** Opening Material provided block **

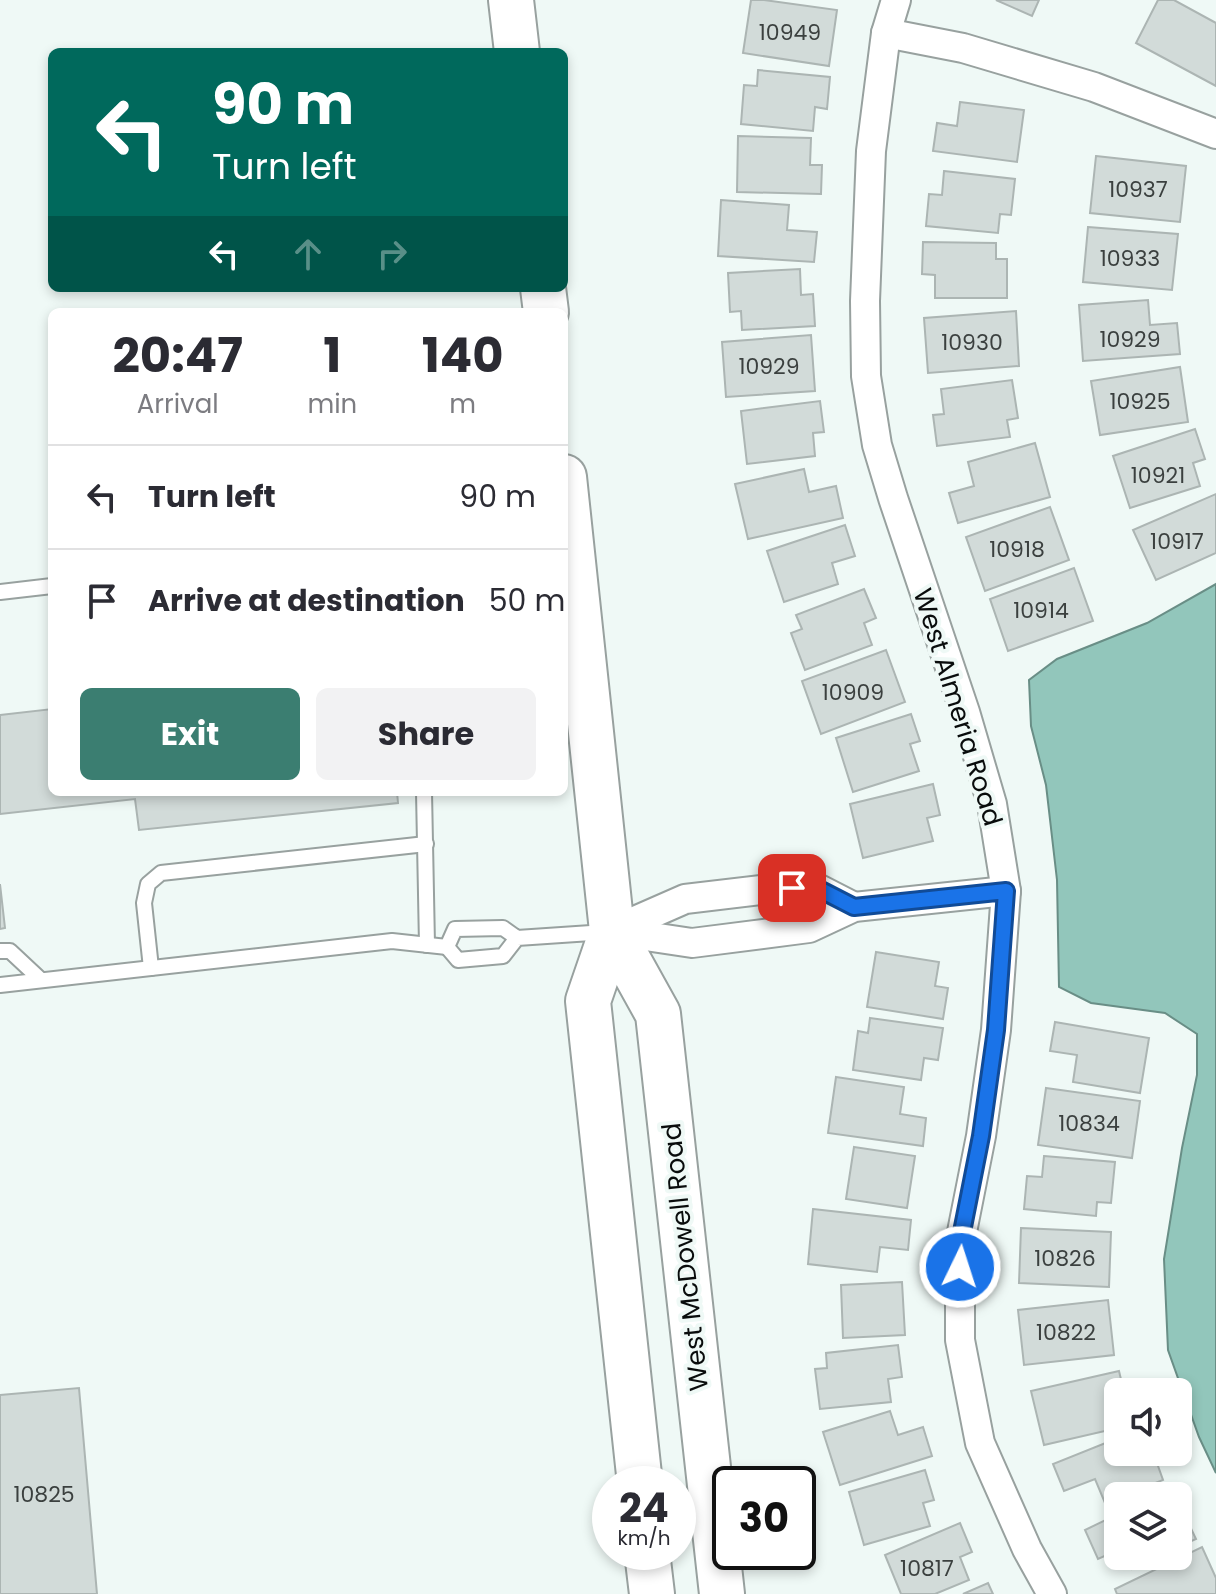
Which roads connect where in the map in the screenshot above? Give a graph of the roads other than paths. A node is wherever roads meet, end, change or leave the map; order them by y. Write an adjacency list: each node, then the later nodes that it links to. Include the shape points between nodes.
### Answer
1 (511, 0): 4 (main road)
2 (896, 0): 3 (street, West Almeria Road)
3 (886, 33): 5 (street, via 963,48 1094,87); 11 (street, West Almeria Road, via 871,151 866,376 877,445 992,804)
4 (517, 48)
5 (1216, 134)
6 (568, 515): 13 (main road, West McDowell Road)
7 (48, 586): 8 (lane)
8 (0, 592)
9 (424, 796): 10 (lane)
10 (426, 844): 15 (lane); 18 (lane, via 161,873 148,884 144,903)
11 (1006, 891): 12 (street); 25 (street, West Almeria Road, via 996,1030 960,1242 960,1340 980,1443)
12 (854, 907): 13 (street, via 809,928 692,943); 13 (street, via 815,887 769,889 685,899)
13 (612, 931): 14 (lane); 21 (main road, West McDowell Road, via 588,1001); 24 (main road, West McDowell Road, via 658,1014)
14 (517, 938): 16 (lane, via 503,928 455,929); 16 (lane, via 503,956 458,960)
15 (427, 945): 16 (lane); 18 (lane, via 392,941)
16 (447, 947)
17 (0, 951): 19 (lane, via 10,951)
18 (151, 968): 19 (lane)
19 (41, 980): 20 (lane)
20 (0, 985)
21 (638, 1466)
22 (649, 1570): 23 (main road)
23 (652, 1594)
24 (722, 1594)
25 (1052, 1594)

** Closing Material provided block **

» Work instruction
The answer is the full set of records printed exactly, less the pictures.

» Solution for this problem
Which roads connect where in the map in the screenshot above? Give a graph of the roads other than paths. A node is wherever roads meet, end, change or leave the map; order them by y. Write an adjacency list: each node, then the later nodes that it links to. Include the shape points between nodes.
### Answer
1 (511, 0): 4 (main road)
2 (896, 0): 3 (street, West Almeria Road)
3 (886, 33): 5 (street, via 963,48 1094,87); 11 (street, West Almeria Road, via 871,151 866,376 877,445 992,804)
4 (517, 48)
5 (1216, 134)
6 (568, 515): 13 (main road, West McDowell Road)
7 (48, 586): 8 (lane)
8 (0, 592)
9 (424, 796): 10 (lane)
10 (426, 844): 15 (lane); 18 (lane, via 161,873 148,884 144,903)
11 (1006, 891): 12 (street); 25 (street, West Almeria Road, via 996,1030 960,1242 960,1340 980,1443)
12 (854, 907): 13 (street, via 809,928 692,943); 13 (street, via 815,887 769,889 685,899)
13 (612, 931): 14 (lane); 21 (main road, West McDowell Road, via 588,1001); 24 (main road, West McDowell Road, via 658,1014)
14 (517, 938): 16 (lane, via 503,928 455,929); 16 (lane, via 503,956 458,960)
15 (427, 945): 16 (lane); 18 (lane, via 392,941)
16 (447, 947)
17 (0, 951): 19 (lane, via 10,951)
18 (151, 968): 19 (lane)
19 (41, 980): 20 (lane)
20 (0, 985)
21 (638, 1466)
22 (649, 1570): 23 (main road)
23 (652, 1594)
24 (722, 1594)
25 (1052, 1594)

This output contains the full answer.